Haeckel, in his Monograph of the Radiolaria of the Challenger enumerated 739 genera, comprising 4318 species; and Dreyer has added 6 new genera, comprising 39 species, besides 7 belonging to known genera. Possibly, as we shall see, many of the species may be mere states of growth, for it is impossible to study the life-histories of this group; on the other hand, it is pretty certain that new forms are likely to be discovered and described. The Radiolaria are found living at all depths in the sea, by the superficial or deep tow-net; and some appear to live near the bottom, where the durable forms of the whole range also settle and accumulate. They thus form what is known as Radiolarian ooze, which is distinguished from other shallower deposits chiefly through the disappearance by solution of all calcareous skeletons, as they slowly fell through the waters whereon they originally floated at the same time with the siliceous remains of the Radiolaria. The greatest wealth of forms is found in tropical seas, though in some places in cold regions large numbers of individuals of a limited range of species have been found.

Radiolaria of the groups with a pure siliceous skeleton can alone be fossilised, even the impure siliceous skeleton of the Phaeodaria readily dissolving in the depths at which they live: they have been generally described by Ehrenberg's name Polycystineae.
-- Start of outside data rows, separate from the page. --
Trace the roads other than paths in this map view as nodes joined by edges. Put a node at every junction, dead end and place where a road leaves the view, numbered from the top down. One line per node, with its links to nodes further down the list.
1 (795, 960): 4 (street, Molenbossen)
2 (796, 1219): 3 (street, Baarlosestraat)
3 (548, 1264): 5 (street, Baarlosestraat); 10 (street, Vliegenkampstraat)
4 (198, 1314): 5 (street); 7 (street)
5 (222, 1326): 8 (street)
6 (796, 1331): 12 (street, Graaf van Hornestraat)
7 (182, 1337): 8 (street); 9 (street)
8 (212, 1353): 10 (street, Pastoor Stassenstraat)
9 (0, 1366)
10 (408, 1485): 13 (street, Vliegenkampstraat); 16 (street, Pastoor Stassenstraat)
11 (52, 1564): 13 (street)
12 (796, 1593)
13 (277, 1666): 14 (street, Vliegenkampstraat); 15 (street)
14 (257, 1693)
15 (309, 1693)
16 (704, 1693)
Tripolis (Kieselguhr) of Tertiary ages have been found in many parts of the globe, consisting largely or mainly of Radiolaria, and representing a Radiolarian ooze. That of the Miocene of Barbados contains at least 400 species; that of Gruppe at least 130. In Secondary and Palaeozoic rocks such oozes pass into Radiolarian quartzites (some as recent as the Jurassic). They occur also in fossilised excrement (coprolites), and in flint or chert concretions, as far down as the lowest fossiliferous rocks, the Cambrian. The older forms are simple Sphaerellaria and Nassellaria. From a synopsis of the history of the order in Haeckel's Monograph (pp. clxxxvi.-clxxxviii.) we learn that while a large number of skeletal forms had been described by Ehrenberg, Huxley in 1851 published the first account of the living animal. Since then our knowledge has been extended by the labours of Haeckel, Cienkowsky, R. Hertwig, Karl Brandt, and A. Borgert.